Prewitt working to dissuade runaway shoots
HOLLYWOOD — As AFMA president and CEO, Jean Prewitt acts as a lobbyist for independent film producers and distributors. Although many indie companies find an economic benefit in producing films abroad, Prewitt is also working to bolster the U.S. economy by keeping film production at home. As a result, she supports almost any program that will increase awareness in Washington on the subject of runaway production.
“We are looking at federal measures,” says Prewitt, who is also an expert in foreign trade issues and communications policies, “because we view film production on a national level as an economic stimulus measure. The ripple effect of a film production coming into a town is enormous in terms of supporting the local hotel, restaurant and catering industries, and ancillary services are substantial impetus to the local economy of a state.”
Prewitt believes in pursuing a federal, rather than a state-by-state remedy, because it appears to be the most direct way to level the playing field across the board, without giving preference to any particular state.
Competition from other countries for film production is intense. A year ago, with the support of Prewitt and AFMA, the U.S. Dept. of Commerce focused on the issue of runaway production and became alarmingly aware that the U.S., once confident in its ultimate technological advantage in the industry, is being undermined by countries that are luring producers away with economic incentives. Foreign tax exemptions, discounts and cheaper post-production facilities are capturing U.S. productions.
Tallying the damage
A recent report by the Screen Actors Guild Monitor Co. estimates that from 1990 to 1998 the rate of U.S.-developed film and television projects produced abroad almost doubled, while the economic losses from runaway production increased five-fold, from $2 billion to $10.3 billion.
Washington finally is aware that the U.S. needs to find ways to keep the industry attractive to domestic productions.
California is doing its part to keep productions in the state. On Jan. 30, just one month after television and film industry leaders pleaded with a legislative committee for help in stopping runaway production, the state Assembly, in a 52 to 11 vote, passed AB 502 to help keep independent films in California. The bill, known as Glendale Democratic Assemblyman Dario Frommer’s Film Finance Act, will go on to the Senate and, if passed, will guarantee loans to independent filmmakers who spend 50% or more of their production budget in California.
Additional California production incentives being supported by Prewitt and the AFMA include:
- A state wage-based tax credit, proposed by Gov. Gray Davis.
- And the Film California First Program, a state program put in place about 18 months ago, designed to reimburse qualified production companies for certain film costs incurred when filming on public property.
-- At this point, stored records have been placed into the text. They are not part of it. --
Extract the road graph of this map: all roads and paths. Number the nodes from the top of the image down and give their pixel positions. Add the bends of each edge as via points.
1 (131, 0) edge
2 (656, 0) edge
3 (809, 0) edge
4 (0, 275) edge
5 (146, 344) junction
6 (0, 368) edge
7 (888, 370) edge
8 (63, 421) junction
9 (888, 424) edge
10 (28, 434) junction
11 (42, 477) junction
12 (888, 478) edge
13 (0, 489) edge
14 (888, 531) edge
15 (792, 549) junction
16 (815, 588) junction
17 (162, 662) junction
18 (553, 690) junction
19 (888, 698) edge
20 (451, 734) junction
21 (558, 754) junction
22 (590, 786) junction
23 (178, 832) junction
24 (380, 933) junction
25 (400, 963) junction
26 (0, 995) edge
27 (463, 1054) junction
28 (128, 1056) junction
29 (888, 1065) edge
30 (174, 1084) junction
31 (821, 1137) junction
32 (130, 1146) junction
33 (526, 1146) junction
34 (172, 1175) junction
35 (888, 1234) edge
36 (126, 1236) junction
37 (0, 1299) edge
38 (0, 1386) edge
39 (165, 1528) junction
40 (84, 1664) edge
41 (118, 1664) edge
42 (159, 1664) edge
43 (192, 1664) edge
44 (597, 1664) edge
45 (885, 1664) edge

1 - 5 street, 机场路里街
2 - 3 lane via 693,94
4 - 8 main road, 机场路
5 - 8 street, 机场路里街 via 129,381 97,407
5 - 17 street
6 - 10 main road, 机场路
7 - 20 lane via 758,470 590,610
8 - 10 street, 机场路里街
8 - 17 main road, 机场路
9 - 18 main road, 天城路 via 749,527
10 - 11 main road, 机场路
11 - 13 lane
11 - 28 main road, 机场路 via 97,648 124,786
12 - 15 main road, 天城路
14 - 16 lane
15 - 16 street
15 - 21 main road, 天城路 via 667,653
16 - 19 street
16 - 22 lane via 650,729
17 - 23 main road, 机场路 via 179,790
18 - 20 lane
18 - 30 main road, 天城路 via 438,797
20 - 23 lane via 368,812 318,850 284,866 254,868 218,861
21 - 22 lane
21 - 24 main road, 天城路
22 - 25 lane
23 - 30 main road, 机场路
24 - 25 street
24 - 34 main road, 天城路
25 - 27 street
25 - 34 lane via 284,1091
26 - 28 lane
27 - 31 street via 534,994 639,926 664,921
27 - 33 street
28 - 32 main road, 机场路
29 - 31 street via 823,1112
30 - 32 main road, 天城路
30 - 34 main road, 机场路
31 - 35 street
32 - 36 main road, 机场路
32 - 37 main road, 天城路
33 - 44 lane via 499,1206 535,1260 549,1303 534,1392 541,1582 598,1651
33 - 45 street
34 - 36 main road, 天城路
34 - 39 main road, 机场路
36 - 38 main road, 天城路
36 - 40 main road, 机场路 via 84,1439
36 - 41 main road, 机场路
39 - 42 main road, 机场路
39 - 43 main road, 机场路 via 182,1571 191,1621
Producers find the program attractive because claims can be filed online, and refunds processed and received quickly.
Prewitt says she will not rest until some of the measures taken by California are adopted nationally.
“We are continuing our efforts to educate Washington decision-makers about the differences between the ways that the independents (and) the studios conduct business,” she says. “As Washington is making policy decisions, they need to become more aware of specific issues of distribution that include the increasing problems resulting from vertical integration and consolidation that has made it more difficult for independents to secure an outlet for independent product.
“Clearly we are at a point in the independent world where (AFMA) will support initiatives and incentives that will encourage local film production and keep the industry attractive to the U.S.”